Do not include the pictures; repeat the rest of the data exactly.
----- Exercise materials
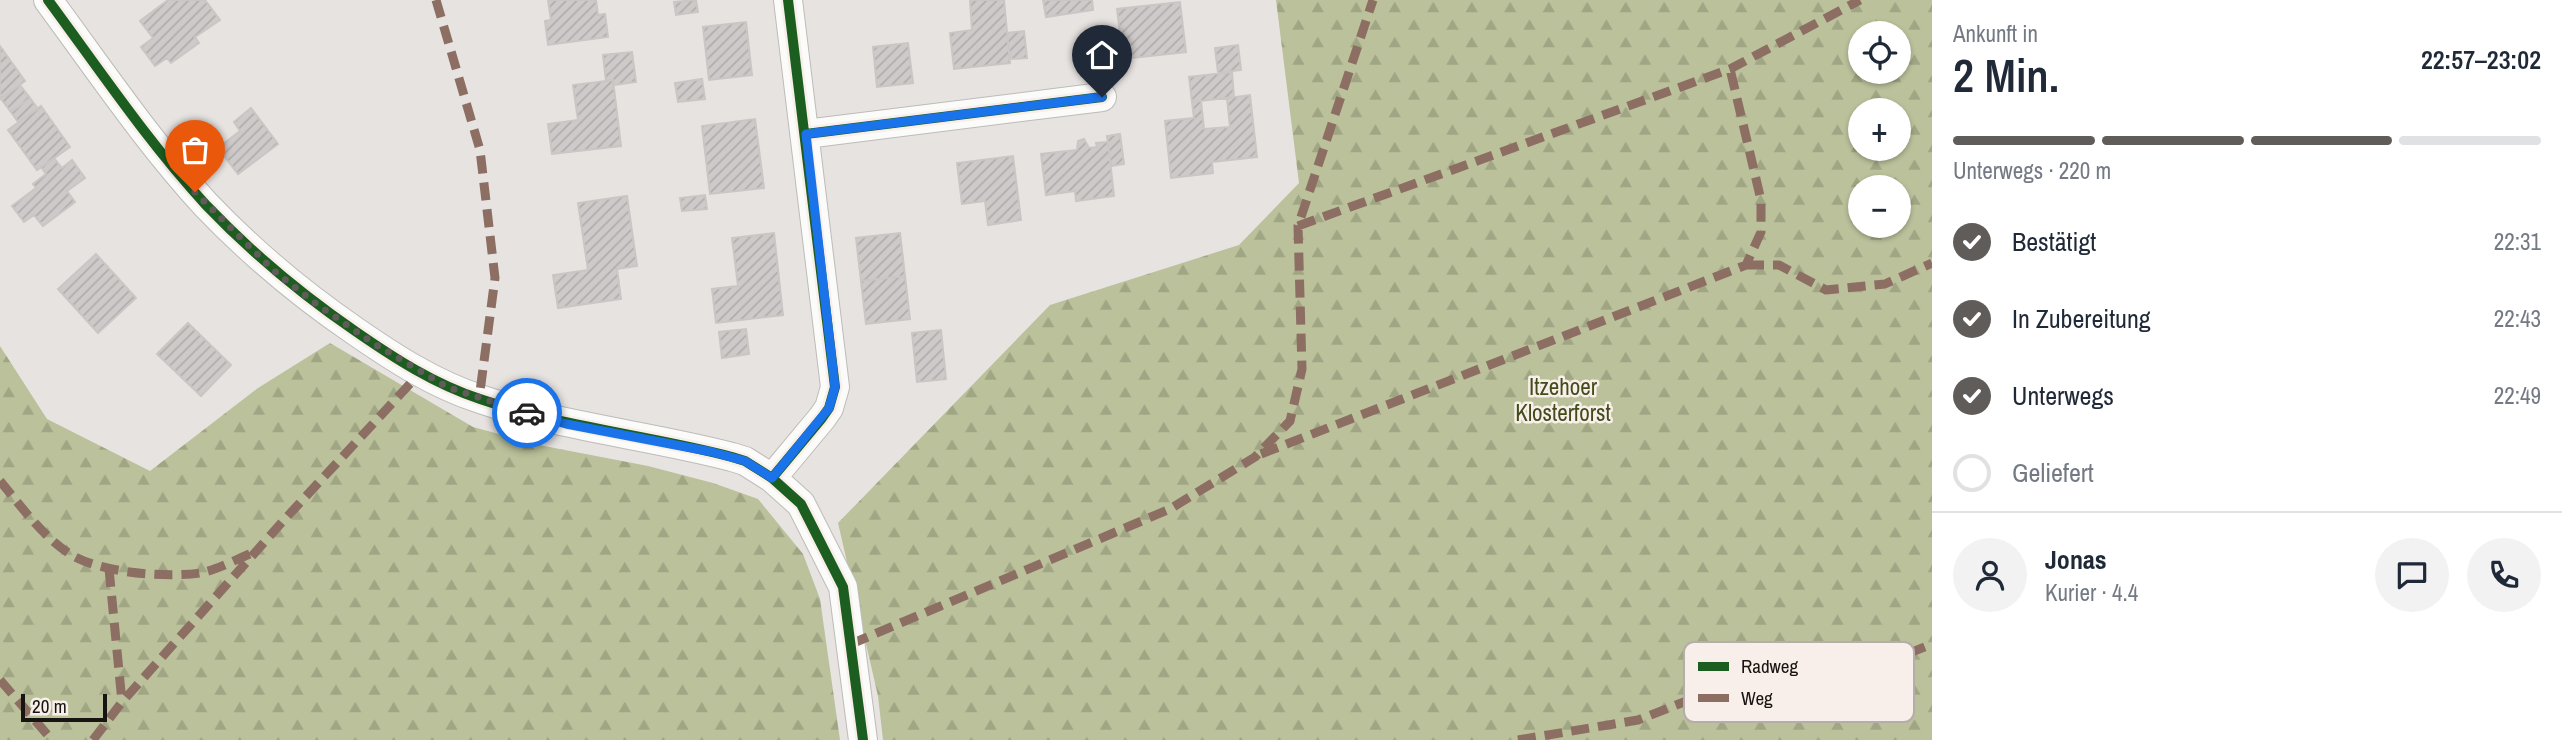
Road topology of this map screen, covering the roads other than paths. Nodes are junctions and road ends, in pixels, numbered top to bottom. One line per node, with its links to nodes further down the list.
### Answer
1 (48, 0): 5 (street)
2 (788, 0): 4 (street)
3 (1102, 97): 4 (street)
4 (806, 134): 5 (street)
5 (772, 478): 6 (street)
6 (863, 740)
----------
--- Response area ---
Road topology of this map screen, covering the roads other than paths. Nodes are junctions and road ends, in pixels, numbered top to bottom. One line per node, with its links to nodes further down the list.
### Answer
1 (48, 0): 5 (street)
2 (788, 0): 4 (street)
3 (1102, 97): 4 (street)
4 (806, 134): 5 (street)
5 (772, 478): 6 (street)
6 (863, 740)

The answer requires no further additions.